__DATA__:
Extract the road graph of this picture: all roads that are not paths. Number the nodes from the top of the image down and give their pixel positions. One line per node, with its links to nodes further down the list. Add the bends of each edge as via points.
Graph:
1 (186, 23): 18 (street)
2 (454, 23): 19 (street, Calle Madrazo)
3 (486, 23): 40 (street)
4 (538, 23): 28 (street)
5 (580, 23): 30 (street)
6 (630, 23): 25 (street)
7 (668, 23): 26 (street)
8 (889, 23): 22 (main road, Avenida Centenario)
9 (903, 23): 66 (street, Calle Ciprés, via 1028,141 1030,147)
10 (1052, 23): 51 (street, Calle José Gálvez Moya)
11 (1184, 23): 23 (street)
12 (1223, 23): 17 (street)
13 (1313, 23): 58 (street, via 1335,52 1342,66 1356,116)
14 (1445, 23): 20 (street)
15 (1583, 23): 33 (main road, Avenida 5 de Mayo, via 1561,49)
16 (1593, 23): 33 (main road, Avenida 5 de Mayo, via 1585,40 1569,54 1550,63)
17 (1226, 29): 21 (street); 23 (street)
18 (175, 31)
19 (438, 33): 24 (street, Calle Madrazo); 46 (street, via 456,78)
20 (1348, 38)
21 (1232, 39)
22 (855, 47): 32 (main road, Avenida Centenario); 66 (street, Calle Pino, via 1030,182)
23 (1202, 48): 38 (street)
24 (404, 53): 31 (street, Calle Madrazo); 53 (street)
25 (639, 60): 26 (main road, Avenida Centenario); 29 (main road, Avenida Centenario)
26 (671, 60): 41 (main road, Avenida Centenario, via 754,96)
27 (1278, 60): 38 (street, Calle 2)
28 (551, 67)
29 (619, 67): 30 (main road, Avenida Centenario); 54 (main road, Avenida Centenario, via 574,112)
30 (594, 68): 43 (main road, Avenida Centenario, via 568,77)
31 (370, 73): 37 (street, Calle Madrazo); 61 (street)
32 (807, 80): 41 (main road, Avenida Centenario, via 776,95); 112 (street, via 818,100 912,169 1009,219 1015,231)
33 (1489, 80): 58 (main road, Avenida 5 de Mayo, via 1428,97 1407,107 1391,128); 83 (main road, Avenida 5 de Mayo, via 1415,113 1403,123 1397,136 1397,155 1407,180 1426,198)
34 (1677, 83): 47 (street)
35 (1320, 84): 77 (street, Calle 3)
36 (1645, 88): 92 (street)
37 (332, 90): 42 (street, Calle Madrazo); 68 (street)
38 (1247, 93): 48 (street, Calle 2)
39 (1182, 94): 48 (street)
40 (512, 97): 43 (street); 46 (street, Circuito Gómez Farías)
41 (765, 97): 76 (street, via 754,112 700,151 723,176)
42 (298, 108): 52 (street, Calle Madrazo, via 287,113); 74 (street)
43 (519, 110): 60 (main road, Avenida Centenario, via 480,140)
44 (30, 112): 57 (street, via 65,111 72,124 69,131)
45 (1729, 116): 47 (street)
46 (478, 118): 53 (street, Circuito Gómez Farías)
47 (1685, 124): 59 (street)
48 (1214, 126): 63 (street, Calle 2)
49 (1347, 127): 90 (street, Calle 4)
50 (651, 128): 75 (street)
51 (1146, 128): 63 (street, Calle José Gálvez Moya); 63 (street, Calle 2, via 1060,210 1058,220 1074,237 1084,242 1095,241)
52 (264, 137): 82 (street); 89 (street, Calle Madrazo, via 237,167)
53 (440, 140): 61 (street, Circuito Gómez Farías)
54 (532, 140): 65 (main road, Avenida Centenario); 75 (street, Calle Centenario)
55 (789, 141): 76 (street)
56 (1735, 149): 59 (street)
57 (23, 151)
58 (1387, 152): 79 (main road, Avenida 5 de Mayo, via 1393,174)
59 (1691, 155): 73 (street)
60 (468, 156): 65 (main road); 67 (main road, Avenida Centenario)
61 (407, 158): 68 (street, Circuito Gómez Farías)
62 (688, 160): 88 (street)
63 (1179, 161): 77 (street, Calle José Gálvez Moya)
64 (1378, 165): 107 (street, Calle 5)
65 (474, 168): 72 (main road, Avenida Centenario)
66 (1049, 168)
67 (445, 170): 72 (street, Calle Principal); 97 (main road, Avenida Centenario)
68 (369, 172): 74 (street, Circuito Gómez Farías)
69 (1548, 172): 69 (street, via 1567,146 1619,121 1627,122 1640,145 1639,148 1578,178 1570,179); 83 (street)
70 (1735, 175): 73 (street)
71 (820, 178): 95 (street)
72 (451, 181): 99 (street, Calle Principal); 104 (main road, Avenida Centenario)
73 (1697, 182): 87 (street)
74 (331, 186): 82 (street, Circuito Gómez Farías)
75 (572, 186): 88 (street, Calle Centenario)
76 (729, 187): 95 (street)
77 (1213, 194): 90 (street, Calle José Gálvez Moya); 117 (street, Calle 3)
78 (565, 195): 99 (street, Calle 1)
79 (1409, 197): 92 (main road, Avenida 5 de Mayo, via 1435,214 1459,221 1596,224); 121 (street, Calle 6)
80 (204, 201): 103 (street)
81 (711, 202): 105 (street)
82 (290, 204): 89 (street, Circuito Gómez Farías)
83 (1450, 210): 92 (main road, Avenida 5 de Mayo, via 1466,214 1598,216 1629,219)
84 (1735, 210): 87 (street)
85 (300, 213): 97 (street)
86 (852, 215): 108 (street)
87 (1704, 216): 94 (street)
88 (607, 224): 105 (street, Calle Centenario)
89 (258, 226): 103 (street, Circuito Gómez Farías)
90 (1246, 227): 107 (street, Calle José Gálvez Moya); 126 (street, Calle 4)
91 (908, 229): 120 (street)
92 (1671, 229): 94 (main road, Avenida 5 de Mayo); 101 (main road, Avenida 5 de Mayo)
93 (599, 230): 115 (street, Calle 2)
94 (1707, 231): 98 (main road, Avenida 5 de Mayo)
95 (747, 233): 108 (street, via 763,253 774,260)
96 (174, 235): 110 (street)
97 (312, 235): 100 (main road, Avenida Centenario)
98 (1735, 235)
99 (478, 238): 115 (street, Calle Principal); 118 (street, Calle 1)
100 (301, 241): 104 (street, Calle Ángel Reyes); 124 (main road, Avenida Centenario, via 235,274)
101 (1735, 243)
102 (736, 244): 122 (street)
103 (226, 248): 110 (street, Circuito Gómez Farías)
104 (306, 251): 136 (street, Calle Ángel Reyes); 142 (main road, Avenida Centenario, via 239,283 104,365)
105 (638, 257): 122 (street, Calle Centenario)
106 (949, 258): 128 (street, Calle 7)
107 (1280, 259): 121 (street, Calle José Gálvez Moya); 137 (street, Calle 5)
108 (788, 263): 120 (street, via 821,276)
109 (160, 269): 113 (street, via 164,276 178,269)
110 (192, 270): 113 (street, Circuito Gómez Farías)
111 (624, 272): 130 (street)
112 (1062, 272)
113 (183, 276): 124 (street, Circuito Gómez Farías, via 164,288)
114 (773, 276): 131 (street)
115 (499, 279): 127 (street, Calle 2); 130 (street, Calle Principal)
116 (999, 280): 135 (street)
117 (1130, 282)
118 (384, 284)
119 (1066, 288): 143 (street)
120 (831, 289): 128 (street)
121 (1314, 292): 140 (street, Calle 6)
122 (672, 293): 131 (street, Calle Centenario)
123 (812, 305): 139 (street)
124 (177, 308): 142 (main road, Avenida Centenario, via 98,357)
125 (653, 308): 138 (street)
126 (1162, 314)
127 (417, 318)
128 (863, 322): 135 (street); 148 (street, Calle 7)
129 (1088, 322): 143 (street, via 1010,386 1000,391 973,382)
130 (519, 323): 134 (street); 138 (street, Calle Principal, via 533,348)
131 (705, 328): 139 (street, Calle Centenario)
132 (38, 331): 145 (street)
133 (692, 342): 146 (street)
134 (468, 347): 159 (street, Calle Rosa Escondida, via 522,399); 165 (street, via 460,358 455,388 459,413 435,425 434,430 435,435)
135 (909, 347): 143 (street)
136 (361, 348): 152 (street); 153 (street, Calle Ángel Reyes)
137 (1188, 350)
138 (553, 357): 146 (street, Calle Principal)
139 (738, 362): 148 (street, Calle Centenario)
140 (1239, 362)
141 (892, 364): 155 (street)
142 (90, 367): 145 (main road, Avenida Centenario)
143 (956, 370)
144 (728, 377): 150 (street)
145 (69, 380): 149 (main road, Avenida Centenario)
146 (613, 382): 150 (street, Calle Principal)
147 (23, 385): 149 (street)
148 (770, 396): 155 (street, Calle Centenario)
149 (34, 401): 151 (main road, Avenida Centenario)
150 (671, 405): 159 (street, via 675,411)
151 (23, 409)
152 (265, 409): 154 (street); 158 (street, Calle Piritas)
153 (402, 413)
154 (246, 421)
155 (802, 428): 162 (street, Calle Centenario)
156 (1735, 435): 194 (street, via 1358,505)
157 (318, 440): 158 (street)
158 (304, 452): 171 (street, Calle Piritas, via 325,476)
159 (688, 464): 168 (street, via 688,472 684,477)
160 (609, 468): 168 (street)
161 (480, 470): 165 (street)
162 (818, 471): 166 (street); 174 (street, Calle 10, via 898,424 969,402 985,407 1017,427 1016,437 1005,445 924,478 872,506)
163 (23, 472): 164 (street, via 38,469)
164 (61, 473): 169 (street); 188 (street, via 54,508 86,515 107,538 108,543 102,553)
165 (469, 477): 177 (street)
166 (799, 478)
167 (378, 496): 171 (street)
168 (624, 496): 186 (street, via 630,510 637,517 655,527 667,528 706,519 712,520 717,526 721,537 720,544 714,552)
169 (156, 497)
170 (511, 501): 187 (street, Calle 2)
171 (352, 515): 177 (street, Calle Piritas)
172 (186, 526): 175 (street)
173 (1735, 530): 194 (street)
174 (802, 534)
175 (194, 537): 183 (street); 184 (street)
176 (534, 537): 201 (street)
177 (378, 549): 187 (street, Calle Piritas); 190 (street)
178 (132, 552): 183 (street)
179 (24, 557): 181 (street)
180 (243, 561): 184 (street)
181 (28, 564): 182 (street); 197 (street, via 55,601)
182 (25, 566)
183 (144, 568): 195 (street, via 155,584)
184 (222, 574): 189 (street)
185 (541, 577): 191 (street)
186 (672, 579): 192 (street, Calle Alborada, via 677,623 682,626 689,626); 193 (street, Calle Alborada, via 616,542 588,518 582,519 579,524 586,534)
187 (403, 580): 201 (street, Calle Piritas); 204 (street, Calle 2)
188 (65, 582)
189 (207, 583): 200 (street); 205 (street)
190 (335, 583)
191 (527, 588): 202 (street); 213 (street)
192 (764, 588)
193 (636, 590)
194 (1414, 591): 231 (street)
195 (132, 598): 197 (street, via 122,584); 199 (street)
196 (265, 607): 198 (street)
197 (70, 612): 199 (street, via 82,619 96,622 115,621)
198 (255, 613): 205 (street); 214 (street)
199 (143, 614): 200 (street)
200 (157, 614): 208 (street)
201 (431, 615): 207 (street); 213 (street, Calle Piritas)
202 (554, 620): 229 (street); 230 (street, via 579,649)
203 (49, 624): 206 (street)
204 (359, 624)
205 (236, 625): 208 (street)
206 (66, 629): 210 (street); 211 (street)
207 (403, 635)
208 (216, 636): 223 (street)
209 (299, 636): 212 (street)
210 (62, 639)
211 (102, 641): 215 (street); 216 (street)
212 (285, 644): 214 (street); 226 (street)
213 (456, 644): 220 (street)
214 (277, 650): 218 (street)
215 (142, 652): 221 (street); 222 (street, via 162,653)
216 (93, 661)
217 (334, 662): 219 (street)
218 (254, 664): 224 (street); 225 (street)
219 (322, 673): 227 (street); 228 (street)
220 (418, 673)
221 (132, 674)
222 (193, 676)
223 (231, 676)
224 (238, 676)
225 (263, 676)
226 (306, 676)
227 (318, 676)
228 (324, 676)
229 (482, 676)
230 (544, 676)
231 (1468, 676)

__YOUR OBJECTIVE__:
Count the lines of the material above that contain the string "Moya". Write nothing but the count.

__COMPLETED TASK__:
6